According to Coinbase, the deletions blocked a full review of how the regulator formed its decisions on crypto assets. The company asks a federal court to impose sanctions and to order expedited discovery to determine the scale of lost records. Paul Grewal, Coinbase’s chief legal officer, writes on X that “The Gensler SEC destroyed documents they were required to preserve and produce,” calling it a breach of public trust.
The dispute follows a report from the SEC’s Office of Inspector General that describes a one-year gap in Gensler’s texts. Coinbase argues the agency did not promptly disclose the issue and that the omission misled requesters and the courts. Moreover, the company points to the SEC’s own history of record-keeping cases against private firms and calls the situation a double standard.

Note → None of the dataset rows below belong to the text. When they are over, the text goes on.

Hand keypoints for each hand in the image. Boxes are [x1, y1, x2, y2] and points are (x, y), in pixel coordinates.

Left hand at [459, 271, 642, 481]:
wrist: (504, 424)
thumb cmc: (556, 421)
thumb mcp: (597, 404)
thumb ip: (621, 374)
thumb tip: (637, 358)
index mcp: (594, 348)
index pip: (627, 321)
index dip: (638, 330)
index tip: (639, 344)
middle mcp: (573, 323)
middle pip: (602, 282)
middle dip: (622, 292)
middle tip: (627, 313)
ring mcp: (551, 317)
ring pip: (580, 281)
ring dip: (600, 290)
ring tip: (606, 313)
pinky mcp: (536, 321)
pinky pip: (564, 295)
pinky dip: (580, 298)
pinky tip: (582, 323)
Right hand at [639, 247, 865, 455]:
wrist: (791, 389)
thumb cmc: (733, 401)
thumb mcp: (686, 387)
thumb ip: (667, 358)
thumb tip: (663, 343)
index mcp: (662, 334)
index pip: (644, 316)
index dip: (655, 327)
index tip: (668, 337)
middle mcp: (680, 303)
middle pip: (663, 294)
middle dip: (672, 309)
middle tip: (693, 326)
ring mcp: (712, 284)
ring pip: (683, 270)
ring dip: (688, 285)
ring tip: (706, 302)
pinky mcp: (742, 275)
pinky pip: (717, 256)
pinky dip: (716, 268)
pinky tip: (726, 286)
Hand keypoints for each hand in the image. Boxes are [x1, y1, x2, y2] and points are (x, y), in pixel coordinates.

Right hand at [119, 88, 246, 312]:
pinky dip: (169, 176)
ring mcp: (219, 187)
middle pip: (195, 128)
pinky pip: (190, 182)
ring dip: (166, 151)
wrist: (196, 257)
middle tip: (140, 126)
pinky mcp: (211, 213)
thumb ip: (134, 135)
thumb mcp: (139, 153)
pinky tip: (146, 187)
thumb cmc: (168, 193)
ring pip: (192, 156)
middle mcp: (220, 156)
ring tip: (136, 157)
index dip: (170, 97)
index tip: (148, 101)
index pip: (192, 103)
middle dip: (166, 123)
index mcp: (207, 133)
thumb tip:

Clear records underpin enforcement, guidance, and litigation. Unclear records raise costs for issuers, brokers, and custodians that need predictable rules to plan products and disclosures. In plain terms, a black box invites wider bid-ask spreads around policy news.
Meanwhile, the SEC can respond that FOIA has exemptions and that record retention rules are complex. It may also argue that missing texts do not change the legal status of past actions. Still, the court will weigh remedies if it finds noncompliance.
Investors now watch two paths: courtroom outcomes that reset how agencies handle crypto-related records, and any knock-on effect on pending rulemaking and cases across the sector.